Print every line of the material exactly.
------------------------------
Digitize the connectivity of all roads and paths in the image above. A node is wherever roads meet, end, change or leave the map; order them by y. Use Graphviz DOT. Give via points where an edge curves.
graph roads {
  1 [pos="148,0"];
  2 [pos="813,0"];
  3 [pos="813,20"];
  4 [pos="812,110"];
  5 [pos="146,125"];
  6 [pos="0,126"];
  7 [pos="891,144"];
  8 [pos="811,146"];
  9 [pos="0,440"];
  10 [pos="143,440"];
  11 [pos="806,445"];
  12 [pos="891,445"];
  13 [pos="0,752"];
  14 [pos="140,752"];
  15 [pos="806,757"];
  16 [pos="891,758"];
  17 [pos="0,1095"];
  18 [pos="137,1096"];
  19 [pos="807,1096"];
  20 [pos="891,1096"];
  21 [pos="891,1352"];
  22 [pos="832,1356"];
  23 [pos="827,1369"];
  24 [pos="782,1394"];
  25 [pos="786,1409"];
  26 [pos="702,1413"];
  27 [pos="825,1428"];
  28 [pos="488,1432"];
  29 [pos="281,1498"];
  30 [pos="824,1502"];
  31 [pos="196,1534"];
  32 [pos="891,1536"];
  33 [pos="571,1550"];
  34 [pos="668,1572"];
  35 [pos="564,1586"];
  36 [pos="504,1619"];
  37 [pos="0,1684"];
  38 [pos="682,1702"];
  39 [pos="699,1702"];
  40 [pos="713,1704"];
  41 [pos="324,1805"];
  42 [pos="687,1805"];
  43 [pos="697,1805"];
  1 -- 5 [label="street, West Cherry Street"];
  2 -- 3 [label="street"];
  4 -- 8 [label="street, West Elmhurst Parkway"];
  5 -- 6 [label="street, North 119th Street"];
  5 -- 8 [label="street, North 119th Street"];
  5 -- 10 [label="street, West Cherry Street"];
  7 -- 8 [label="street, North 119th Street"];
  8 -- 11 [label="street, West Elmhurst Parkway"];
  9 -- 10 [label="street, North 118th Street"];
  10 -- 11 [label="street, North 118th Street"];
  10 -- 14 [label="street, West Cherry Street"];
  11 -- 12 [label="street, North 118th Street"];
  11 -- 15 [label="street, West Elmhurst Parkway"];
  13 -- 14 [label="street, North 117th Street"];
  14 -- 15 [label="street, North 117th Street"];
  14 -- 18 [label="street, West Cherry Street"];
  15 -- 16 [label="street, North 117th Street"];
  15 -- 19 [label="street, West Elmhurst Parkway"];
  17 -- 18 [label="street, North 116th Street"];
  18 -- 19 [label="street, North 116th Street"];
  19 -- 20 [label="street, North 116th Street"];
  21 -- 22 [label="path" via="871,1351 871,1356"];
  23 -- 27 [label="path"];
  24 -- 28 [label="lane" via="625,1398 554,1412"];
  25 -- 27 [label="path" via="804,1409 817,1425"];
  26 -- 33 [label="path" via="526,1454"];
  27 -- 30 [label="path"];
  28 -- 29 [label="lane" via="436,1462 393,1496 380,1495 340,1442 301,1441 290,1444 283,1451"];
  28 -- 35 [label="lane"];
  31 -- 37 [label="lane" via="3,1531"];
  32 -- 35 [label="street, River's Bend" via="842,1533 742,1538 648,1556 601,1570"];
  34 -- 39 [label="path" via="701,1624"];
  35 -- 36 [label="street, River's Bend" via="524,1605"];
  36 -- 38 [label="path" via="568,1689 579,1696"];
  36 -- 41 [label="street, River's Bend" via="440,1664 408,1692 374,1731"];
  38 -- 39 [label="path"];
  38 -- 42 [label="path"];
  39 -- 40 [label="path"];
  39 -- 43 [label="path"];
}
------------------------------
§ **WRITTEN ANSWER**
Digitize the connectivity of all roads and paths in the image above. A node is wherever roads meet, end, change or leave the map; order them by y. Use Graphviz DOT. Give via points where an edge curves.
graph roads {
  1 [pos="148,0"];
  2 [pos="813,0"];
  3 [pos="813,20"];
  4 [pos="812,110"];
  5 [pos="146,125"];
  6 [pos="0,126"];
  7 [pos="891,144"];
  8 [pos="811,146"];
  9 [pos="0,440"];
  10 [pos="143,440"];
  11 [pos="806,445"];
  12 [pos="891,445"];
  13 [pos="0,752"];
  14 [pos="140,752"];
  15 [pos="806,757"];
  16 [pos="891,758"];
  17 [pos="0,1095"];
  18 [pos="137,1096"];
  19 [pos="807,1096"];
  20 [pos="891,1096"];
  21 [pos="891,1352"];
  22 [pos="832,1356"];
  23 [pos="827,1369"];
  24 [pos="782,1394"];
  25 [pos="786,1409"];
  26 [pos="702,1413"];
  27 [pos="825,1428"];
  28 [pos="488,1432"];
  29 [pos="281,1498"];
  30 [pos="824,1502"];
  31 [pos="196,1534"];
  32 [pos="891,1536"];
  33 [pos="571,1550"];
  34 [pos="668,1572"];
  35 [pos="564,1586"];
  36 [pos="504,1619"];
  37 [pos="0,1684"];
  38 [pos="682,1702"];
  39 [pos="699,1702"];
  40 [pos="713,1704"];
  41 [pos="324,1805"];
  42 [pos="687,1805"];
  43 [pos="697,1805"];
  1 -- 5 [label="street, West Cherry Street"];
  2 -- 3 [label="street"];
  4 -- 8 [label="street, West Elmhurst Parkway"];
  5 -- 6 [label="street, North 119th Street"];
  5 -- 8 [label="street, North 119th Street"];
  5 -- 10 [label="street, West Cherry Street"];
  7 -- 8 [label="street, North 119th Street"];
  8 -- 11 [label="street, West Elmhurst Parkway"];
  9 -- 10 [label="street, North 118th Street"];
  10 -- 11 [label="street, North 118th Street"];
  10 -- 14 [label="street, West Cherry Street"];
  11 -- 12 [label="street, North 118th Street"];
  11 -- 15 [label="street, West Elmhurst Parkway"];
  13 -- 14 [label="street, North 117th Street"];
  14 -- 15 [label="street, North 117th Street"];
  14 -- 18 [label="street, West Cherry Street"];
  15 -- 16 [label="street, North 117th Street"];
  15 -- 19 [label="street, West Elmhurst Parkway"];
  17 -- 18 [label="street, North 116th Street"];
  18 -- 19 [label="street, North 116th Street"];
  19 -- 20 [label="street, North 116th Street"];
  21 -- 22 [label="path" via="871,1351 871,1356"];
  23 -- 27 [label="path"];
  24 -- 28 [label="lane" via="625,1398 554,1412"];
  25 -- 27 [label="path" via="804,1409 817,1425"];
  26 -- 33 [label="path" via="526,1454"];
  27 -- 30 [label="path"];
  28 -- 29 [label="lane" via="436,1462 393,1496 380,1495 340,1442 301,1441 290,1444 283,1451"];
  28 -- 35 [label="lane"];
  31 -- 37 [label="lane" via="3,1531"];
  32 -- 35 [label="street, River's Bend" via="842,1533 742,1538 648,1556 601,1570"];
  34 -- 39 [label="path" via="701,1624"];
  35 -- 36 [label="street, River's Bend" via="524,1605"];
  36 -- 38 [label="path" via="568,1689 579,1696"];
  36 -- 41 [label="street, River's Bend" via="440,1664 408,1692 374,1731"];
  38 -- 39 [label="path"];
  38 -- 42 [label="path"];
  39 -- 40 [label="path"];
  39 -- 43 [label="path"];
}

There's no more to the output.